● What is required: List every line below containing "after".
====== Data records ======
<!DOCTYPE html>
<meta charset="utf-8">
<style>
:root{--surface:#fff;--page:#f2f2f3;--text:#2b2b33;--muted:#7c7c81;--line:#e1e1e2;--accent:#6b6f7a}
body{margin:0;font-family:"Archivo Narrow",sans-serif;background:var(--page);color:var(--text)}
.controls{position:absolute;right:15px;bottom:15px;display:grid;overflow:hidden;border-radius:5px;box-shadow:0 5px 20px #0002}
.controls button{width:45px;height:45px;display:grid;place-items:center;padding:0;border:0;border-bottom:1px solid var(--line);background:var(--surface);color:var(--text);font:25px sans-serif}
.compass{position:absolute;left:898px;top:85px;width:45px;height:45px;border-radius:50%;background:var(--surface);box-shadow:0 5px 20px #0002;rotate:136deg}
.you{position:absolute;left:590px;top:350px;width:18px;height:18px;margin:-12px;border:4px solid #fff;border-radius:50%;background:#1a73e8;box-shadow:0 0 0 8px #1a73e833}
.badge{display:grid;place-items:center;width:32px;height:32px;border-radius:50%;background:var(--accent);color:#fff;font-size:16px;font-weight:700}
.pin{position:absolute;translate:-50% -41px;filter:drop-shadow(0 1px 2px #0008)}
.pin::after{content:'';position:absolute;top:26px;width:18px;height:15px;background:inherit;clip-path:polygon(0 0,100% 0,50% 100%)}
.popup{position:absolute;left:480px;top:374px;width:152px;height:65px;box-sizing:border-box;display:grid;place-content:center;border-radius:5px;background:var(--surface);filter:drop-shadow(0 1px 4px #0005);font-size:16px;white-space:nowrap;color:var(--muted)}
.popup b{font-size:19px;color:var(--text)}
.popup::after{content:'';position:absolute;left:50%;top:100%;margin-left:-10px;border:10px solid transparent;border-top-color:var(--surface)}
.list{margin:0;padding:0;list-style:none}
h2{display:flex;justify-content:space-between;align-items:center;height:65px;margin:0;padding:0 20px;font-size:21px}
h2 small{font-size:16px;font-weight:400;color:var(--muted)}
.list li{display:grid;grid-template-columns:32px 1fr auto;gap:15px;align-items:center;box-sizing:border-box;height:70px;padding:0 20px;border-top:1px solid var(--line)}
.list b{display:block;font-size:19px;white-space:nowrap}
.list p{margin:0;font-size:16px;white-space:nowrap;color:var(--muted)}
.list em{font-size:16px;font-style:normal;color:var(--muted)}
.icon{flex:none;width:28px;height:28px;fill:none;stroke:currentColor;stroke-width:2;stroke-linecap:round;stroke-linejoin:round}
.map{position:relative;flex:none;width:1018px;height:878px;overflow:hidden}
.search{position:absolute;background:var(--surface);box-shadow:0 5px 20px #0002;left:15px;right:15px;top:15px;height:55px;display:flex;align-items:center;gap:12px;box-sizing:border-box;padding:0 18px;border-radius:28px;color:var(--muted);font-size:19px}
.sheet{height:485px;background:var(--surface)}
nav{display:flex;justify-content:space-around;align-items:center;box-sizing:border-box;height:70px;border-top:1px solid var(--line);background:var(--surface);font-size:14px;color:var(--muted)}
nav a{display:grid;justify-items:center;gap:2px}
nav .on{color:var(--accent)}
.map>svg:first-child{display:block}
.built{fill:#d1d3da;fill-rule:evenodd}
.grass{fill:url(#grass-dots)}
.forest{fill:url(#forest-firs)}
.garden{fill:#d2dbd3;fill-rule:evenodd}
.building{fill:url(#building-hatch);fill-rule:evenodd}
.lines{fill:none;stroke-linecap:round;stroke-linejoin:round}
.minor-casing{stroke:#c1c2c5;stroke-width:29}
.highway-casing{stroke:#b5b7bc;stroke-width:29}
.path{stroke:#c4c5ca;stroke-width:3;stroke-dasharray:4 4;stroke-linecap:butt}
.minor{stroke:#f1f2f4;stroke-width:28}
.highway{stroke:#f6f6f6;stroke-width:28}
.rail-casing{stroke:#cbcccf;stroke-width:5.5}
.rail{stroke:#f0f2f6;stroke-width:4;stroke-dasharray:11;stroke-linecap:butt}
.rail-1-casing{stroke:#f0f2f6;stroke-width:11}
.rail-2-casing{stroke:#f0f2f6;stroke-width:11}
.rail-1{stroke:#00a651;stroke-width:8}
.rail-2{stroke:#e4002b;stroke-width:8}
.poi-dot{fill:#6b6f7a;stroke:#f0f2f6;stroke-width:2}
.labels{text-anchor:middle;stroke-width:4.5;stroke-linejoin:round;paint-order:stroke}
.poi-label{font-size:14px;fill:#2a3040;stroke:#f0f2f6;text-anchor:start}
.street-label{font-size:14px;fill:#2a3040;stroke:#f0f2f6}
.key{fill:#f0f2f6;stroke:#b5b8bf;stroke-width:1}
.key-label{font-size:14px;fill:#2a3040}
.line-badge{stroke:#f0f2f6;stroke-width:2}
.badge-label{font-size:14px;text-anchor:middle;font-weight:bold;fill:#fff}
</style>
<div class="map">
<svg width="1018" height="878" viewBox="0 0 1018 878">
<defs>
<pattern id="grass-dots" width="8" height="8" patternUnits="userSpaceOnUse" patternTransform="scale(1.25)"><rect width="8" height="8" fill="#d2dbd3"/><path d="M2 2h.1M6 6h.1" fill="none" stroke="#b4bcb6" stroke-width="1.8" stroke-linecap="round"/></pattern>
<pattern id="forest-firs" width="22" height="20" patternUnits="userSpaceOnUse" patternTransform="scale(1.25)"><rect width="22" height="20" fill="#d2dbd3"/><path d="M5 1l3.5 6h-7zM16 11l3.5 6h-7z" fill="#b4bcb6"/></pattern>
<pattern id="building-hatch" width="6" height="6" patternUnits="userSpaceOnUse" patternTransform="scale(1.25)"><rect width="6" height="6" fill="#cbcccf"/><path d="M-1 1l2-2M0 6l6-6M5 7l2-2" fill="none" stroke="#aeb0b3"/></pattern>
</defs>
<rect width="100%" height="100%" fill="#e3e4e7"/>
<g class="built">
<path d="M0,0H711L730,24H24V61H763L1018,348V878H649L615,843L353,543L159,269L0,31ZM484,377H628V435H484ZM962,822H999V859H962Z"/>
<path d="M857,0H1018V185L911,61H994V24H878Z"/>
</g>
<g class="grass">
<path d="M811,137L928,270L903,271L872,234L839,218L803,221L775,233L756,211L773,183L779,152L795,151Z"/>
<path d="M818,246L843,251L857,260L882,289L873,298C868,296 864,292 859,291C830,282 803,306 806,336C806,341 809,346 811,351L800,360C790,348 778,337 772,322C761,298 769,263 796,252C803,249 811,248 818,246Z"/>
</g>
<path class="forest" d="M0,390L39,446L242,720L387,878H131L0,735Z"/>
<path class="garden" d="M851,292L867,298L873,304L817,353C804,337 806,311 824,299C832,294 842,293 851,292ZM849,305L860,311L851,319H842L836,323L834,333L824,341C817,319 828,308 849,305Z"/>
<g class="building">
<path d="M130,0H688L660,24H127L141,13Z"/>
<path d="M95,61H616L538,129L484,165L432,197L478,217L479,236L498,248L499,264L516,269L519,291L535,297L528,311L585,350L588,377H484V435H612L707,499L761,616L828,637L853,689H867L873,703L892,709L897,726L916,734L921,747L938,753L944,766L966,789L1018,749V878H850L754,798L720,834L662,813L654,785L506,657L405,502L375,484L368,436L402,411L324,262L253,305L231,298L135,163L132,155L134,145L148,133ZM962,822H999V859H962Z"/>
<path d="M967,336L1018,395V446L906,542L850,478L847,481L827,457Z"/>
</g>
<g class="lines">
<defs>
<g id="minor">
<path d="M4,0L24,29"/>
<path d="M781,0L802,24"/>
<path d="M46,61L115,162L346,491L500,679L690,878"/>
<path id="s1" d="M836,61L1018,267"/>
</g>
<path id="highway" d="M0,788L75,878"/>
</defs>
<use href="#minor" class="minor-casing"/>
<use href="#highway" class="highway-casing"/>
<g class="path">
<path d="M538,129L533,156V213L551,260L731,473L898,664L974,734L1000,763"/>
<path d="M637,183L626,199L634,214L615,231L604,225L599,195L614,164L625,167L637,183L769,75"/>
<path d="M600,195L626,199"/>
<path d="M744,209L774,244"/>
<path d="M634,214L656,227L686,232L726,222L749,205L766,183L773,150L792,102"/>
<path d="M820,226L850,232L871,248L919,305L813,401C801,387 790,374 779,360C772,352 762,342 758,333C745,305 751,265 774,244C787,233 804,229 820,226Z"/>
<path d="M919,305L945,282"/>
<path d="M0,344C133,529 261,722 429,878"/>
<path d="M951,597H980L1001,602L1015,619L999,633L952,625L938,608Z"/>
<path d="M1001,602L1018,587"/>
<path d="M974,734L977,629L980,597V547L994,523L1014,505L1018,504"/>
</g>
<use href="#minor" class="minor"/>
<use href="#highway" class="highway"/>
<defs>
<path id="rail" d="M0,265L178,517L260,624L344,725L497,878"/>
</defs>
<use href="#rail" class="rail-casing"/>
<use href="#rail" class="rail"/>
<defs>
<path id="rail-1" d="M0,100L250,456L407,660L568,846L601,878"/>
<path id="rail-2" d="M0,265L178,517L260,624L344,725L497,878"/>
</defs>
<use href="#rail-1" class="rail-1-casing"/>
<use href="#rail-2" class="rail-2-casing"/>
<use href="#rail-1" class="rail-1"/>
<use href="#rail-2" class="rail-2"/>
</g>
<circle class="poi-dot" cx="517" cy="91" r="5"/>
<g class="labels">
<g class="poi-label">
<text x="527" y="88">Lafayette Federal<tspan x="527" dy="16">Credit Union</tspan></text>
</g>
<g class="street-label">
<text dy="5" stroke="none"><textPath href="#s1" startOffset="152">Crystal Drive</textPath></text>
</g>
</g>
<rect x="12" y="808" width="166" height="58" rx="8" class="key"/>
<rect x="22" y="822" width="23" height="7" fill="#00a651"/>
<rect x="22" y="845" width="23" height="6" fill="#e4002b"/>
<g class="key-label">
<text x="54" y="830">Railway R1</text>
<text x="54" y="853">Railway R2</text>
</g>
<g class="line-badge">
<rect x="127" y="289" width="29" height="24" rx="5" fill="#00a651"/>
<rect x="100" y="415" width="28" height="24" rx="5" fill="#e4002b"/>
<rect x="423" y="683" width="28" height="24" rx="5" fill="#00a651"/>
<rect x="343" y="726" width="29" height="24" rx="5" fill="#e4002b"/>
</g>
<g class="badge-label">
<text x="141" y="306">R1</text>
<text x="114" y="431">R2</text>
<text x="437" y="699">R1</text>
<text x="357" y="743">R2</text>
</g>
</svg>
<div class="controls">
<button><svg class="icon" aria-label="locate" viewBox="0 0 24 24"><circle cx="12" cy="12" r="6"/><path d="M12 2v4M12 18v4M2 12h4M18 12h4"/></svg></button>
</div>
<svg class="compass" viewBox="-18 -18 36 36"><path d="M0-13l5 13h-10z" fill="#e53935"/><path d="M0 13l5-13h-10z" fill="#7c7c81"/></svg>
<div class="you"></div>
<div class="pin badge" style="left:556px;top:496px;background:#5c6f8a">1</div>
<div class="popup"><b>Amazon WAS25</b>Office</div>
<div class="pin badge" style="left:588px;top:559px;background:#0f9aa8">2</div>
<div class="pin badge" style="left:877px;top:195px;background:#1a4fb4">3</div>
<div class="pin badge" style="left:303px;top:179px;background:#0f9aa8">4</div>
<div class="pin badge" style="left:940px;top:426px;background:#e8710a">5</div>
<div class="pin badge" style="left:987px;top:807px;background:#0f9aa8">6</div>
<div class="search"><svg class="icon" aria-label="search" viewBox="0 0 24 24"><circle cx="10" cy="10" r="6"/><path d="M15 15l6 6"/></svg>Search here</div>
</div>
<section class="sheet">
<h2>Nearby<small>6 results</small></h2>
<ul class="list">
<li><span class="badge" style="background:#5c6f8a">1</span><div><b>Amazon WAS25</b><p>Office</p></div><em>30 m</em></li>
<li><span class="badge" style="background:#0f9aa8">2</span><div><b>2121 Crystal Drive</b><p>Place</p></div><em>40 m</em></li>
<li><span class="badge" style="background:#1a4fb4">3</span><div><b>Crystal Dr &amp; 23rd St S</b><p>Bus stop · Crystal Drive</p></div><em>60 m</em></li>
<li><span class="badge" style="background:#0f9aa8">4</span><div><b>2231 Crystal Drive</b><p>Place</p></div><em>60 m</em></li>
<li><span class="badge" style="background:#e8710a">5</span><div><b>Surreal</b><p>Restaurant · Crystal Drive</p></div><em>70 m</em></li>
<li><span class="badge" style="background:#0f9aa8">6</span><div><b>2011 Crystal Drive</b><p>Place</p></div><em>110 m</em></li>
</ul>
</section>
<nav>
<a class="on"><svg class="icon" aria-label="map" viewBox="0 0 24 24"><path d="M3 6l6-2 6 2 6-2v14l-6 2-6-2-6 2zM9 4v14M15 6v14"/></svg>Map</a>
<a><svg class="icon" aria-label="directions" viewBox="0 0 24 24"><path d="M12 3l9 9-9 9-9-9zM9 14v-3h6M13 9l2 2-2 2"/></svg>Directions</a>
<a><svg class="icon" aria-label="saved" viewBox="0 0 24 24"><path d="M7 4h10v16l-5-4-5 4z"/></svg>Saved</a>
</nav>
======
● Result for this exercise:
.pin::after{content:'';position:absolute;top:26px;width:18px;height:15px;background:inherit;clip-path:polygon(0 0,100% 0,50% 100%)}
.popup::after{content:'';position:absolute;left:50%;top:100%;margin-left:-10px;border:10px solid transparent;border-top-color:var(--surface)}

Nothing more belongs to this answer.